The metric should be real, so $a(t)\sim e^{i \omega t}$ is not a legitimate solution of Einstein's equations [unless you want to talk about instanton solutions, in which case you are interested in complex geometries, but that is a whole different kettle of fish]. Also note that the Friedman equation is non-linear so you can't just take linear combinations of the positive and negative frequency solutions to make $a$ real.

What you are discovering is that there are no spatially flat slicings of Anti-de Sitter space. Or if you prefer, when $\Lambda<0$ we must also have spatial curvature (in FLRW-type coordinates).

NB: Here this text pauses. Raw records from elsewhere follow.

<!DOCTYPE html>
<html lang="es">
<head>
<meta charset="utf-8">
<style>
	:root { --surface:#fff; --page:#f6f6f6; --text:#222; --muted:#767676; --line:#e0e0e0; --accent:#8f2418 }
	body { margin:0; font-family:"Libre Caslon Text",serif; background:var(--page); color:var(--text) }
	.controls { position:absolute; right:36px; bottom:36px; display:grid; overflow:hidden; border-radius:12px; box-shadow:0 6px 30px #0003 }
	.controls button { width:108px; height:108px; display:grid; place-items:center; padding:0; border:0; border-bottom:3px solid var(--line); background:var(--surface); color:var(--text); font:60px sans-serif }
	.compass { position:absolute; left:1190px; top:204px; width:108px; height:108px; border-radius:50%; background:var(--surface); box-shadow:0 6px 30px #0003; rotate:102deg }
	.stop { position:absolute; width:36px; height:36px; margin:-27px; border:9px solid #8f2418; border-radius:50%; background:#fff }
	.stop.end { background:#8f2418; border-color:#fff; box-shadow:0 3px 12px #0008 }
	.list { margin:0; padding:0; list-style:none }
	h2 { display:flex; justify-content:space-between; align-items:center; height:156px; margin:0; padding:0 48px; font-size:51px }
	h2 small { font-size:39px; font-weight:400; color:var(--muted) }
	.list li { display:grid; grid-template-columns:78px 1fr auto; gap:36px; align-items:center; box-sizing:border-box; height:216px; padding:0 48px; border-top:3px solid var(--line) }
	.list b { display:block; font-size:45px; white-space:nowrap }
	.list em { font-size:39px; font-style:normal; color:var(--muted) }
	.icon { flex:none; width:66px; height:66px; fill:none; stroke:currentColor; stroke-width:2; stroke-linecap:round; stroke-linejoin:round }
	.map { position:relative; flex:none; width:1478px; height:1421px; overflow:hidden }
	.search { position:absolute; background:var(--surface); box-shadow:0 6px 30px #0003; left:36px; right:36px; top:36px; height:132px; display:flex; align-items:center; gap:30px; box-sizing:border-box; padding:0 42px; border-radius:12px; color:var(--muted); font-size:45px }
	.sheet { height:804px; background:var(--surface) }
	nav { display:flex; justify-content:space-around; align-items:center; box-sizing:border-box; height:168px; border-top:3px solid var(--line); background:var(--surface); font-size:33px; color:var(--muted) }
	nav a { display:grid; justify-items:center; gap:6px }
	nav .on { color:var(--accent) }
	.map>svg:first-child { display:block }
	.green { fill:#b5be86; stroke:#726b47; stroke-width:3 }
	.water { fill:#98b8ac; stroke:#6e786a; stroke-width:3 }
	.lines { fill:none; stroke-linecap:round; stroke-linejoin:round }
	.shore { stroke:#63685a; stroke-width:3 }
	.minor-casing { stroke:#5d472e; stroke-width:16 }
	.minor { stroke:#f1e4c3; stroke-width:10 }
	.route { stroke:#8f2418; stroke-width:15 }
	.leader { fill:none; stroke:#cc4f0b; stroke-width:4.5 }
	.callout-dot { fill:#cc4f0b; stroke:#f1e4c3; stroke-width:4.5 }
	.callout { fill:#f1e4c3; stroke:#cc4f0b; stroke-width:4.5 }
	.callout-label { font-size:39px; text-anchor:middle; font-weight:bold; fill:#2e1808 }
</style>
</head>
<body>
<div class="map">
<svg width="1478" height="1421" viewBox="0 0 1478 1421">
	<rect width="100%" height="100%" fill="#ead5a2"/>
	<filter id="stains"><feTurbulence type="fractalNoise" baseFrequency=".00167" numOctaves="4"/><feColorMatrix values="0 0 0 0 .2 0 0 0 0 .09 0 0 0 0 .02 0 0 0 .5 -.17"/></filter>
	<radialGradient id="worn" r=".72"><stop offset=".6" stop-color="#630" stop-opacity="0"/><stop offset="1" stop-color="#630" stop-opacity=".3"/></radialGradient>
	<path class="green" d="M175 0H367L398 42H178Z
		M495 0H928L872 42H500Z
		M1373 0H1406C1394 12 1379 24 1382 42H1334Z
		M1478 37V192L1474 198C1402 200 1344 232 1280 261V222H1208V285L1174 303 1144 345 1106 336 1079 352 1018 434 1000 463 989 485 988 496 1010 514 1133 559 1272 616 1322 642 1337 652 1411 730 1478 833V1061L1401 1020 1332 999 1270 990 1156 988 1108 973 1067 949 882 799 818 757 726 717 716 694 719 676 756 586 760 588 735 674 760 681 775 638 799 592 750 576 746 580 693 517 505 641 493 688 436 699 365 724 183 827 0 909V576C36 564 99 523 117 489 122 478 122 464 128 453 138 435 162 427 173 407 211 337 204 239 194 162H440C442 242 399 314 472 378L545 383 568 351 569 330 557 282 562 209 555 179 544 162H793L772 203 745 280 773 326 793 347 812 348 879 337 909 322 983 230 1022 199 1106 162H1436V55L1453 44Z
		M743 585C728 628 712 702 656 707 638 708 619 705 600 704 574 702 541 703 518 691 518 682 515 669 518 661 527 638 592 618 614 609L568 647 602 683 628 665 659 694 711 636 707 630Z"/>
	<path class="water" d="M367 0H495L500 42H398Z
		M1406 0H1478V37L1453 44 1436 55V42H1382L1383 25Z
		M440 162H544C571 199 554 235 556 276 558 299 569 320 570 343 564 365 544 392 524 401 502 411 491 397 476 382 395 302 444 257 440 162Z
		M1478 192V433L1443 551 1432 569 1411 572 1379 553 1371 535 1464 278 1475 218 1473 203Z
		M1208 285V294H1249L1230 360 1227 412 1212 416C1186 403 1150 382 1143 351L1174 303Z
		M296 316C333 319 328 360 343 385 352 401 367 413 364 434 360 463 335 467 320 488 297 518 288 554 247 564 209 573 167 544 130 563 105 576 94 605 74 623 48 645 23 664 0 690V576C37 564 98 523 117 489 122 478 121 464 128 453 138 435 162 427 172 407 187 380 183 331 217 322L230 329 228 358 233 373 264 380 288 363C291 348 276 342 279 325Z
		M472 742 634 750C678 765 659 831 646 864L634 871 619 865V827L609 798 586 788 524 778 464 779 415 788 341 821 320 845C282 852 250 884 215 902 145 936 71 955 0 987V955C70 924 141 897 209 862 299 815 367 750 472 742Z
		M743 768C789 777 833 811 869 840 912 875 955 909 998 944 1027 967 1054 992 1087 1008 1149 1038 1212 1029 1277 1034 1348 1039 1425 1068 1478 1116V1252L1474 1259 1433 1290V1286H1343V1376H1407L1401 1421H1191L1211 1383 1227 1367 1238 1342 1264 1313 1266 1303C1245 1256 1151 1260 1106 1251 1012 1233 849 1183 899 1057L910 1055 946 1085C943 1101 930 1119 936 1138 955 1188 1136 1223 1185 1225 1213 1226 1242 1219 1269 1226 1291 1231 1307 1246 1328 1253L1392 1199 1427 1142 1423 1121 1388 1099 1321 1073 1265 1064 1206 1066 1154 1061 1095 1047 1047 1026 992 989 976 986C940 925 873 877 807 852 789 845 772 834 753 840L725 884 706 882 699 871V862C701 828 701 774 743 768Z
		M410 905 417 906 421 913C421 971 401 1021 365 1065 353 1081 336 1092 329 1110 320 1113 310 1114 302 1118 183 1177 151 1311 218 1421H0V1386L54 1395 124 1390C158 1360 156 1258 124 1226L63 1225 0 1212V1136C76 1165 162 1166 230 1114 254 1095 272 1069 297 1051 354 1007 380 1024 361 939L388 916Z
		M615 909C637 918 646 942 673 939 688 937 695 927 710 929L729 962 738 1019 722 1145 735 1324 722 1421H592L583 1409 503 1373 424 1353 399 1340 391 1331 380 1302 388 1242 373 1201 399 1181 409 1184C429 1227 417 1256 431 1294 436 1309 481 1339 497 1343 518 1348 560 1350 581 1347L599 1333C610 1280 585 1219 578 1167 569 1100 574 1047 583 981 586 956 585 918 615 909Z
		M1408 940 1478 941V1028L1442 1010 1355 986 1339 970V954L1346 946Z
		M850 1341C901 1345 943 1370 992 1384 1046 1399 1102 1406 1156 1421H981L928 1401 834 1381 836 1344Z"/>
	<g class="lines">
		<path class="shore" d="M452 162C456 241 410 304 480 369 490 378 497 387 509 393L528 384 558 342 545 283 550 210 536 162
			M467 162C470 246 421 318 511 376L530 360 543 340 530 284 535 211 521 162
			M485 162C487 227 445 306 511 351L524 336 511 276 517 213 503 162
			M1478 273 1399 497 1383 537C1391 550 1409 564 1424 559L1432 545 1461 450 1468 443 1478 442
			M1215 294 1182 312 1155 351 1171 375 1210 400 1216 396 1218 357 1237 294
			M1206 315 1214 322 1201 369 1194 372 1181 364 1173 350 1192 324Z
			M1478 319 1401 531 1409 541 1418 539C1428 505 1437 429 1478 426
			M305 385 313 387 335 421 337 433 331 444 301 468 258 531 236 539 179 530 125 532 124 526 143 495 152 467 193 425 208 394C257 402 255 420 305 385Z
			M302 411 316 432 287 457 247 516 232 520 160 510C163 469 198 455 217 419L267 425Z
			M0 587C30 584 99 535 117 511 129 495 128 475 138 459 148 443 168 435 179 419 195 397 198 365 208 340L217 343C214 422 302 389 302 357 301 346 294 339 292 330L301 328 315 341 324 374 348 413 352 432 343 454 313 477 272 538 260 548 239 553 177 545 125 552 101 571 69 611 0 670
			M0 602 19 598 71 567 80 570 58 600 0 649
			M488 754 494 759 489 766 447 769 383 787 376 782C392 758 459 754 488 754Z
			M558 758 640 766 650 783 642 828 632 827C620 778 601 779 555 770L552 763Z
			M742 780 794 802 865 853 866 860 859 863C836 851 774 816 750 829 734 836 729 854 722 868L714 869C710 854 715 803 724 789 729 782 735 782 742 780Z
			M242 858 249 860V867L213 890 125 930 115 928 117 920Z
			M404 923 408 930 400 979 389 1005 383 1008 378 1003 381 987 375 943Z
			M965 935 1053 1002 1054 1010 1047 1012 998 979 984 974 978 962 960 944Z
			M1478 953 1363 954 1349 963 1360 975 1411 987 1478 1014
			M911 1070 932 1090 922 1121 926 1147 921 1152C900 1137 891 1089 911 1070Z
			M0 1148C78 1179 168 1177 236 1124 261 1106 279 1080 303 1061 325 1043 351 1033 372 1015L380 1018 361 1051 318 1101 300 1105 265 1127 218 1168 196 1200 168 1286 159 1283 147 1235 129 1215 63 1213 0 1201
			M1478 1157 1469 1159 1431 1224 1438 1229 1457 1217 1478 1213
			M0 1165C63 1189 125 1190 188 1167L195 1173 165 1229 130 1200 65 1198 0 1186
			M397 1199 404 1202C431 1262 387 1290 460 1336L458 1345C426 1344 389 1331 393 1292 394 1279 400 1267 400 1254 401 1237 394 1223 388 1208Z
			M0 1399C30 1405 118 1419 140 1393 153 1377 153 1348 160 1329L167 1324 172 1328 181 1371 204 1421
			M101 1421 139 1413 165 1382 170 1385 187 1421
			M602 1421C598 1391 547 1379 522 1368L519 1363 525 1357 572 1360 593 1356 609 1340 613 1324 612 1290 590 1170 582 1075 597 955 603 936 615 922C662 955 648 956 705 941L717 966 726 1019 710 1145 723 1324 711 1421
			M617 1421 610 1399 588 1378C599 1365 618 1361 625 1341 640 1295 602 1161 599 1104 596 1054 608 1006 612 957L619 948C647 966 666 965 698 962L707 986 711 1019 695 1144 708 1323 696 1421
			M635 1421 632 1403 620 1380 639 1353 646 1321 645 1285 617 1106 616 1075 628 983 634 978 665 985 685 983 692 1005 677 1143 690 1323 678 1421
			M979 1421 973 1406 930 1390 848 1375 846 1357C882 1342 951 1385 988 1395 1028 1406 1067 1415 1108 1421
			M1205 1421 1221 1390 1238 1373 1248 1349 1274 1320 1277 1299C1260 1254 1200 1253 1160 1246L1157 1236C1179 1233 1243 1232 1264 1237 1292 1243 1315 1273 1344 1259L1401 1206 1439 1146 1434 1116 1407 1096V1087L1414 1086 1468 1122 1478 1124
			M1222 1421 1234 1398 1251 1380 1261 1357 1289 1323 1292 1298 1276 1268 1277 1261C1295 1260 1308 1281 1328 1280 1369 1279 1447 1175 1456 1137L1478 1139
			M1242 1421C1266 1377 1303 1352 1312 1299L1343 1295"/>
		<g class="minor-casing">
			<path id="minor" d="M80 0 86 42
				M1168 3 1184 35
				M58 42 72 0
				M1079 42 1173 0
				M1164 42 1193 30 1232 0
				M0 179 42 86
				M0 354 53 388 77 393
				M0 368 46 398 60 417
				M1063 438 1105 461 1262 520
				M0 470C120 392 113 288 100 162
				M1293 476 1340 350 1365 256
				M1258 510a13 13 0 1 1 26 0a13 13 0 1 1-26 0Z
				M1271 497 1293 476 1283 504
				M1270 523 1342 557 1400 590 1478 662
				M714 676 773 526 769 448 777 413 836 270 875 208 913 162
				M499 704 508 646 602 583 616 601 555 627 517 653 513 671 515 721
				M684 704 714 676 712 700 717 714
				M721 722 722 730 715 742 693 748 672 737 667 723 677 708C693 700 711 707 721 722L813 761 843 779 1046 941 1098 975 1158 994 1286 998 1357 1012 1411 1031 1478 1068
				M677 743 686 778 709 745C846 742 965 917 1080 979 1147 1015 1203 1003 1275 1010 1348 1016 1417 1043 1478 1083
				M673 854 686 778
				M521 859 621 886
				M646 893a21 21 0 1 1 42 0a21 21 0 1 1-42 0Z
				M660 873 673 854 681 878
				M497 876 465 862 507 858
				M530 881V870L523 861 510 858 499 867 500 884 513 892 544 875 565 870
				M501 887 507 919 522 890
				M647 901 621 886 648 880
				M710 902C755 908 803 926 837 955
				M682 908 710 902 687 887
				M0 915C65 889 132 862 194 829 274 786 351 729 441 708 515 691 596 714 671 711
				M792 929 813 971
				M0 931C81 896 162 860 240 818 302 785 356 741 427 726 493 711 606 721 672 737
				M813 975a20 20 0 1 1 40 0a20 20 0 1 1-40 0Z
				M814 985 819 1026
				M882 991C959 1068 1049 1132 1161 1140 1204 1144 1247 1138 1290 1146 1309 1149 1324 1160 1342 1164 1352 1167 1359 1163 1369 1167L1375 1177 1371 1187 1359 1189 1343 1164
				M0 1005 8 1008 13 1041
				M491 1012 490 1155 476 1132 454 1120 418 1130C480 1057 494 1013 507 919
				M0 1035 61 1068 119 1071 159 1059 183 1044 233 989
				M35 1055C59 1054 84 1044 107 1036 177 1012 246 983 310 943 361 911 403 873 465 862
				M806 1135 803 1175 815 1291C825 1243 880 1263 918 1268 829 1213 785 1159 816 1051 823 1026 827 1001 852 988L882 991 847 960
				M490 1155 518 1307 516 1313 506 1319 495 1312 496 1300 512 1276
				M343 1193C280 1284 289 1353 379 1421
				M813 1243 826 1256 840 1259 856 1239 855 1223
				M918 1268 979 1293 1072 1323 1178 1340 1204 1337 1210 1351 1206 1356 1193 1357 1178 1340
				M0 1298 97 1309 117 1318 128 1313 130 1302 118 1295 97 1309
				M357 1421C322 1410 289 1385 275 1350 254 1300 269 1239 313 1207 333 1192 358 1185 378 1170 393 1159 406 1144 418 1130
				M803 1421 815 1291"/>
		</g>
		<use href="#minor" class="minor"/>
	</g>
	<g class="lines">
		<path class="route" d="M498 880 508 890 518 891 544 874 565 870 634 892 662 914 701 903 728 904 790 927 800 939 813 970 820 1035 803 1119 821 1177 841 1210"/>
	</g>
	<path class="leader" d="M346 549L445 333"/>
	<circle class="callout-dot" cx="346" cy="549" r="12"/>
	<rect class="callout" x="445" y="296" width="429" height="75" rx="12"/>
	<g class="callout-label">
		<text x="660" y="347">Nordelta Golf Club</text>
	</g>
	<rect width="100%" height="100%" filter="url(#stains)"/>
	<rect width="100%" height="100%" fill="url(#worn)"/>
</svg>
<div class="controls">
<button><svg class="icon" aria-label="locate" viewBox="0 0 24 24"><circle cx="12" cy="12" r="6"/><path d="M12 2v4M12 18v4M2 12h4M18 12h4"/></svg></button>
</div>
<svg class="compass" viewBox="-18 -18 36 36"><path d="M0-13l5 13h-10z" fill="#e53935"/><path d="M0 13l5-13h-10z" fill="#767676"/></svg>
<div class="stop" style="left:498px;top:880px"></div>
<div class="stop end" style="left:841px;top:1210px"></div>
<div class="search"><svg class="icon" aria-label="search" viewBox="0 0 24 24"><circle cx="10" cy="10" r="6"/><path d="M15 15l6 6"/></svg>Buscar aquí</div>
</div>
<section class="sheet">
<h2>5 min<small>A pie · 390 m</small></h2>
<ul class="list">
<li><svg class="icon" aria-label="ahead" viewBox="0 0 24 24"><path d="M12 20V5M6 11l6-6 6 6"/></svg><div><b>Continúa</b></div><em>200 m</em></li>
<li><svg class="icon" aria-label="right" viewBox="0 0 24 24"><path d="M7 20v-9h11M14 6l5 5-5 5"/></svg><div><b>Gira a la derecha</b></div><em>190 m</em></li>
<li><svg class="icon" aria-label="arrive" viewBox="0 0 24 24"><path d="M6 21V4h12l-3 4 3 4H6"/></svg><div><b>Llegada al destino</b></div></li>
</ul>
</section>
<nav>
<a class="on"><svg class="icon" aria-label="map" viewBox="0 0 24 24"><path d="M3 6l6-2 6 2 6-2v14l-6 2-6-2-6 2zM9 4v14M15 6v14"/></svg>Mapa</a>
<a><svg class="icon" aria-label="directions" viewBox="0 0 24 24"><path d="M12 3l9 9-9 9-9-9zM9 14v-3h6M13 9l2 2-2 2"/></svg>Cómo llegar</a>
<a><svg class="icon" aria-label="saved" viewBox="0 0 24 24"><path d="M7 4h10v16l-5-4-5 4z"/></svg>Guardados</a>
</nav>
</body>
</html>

Even if there was no matter, and just a negative CC, the most general form of the Friedman equation following from Einstein's equations is not what you wrote but instead $$H^2 = \frac{8\pi G}{3}\left(-\frac{k}{a^2} + \frac{1}{3}\Lambda\right)$$ where $H=\dot{a}/a$ and $k=+1,-1$, or $0$ tells you if the spatial curvature is positive, negative, or zero.

If we want real solutions of this (which we do) when $\Lambda<0$, then we need $k<0$ which corresponds negative spatial curvature.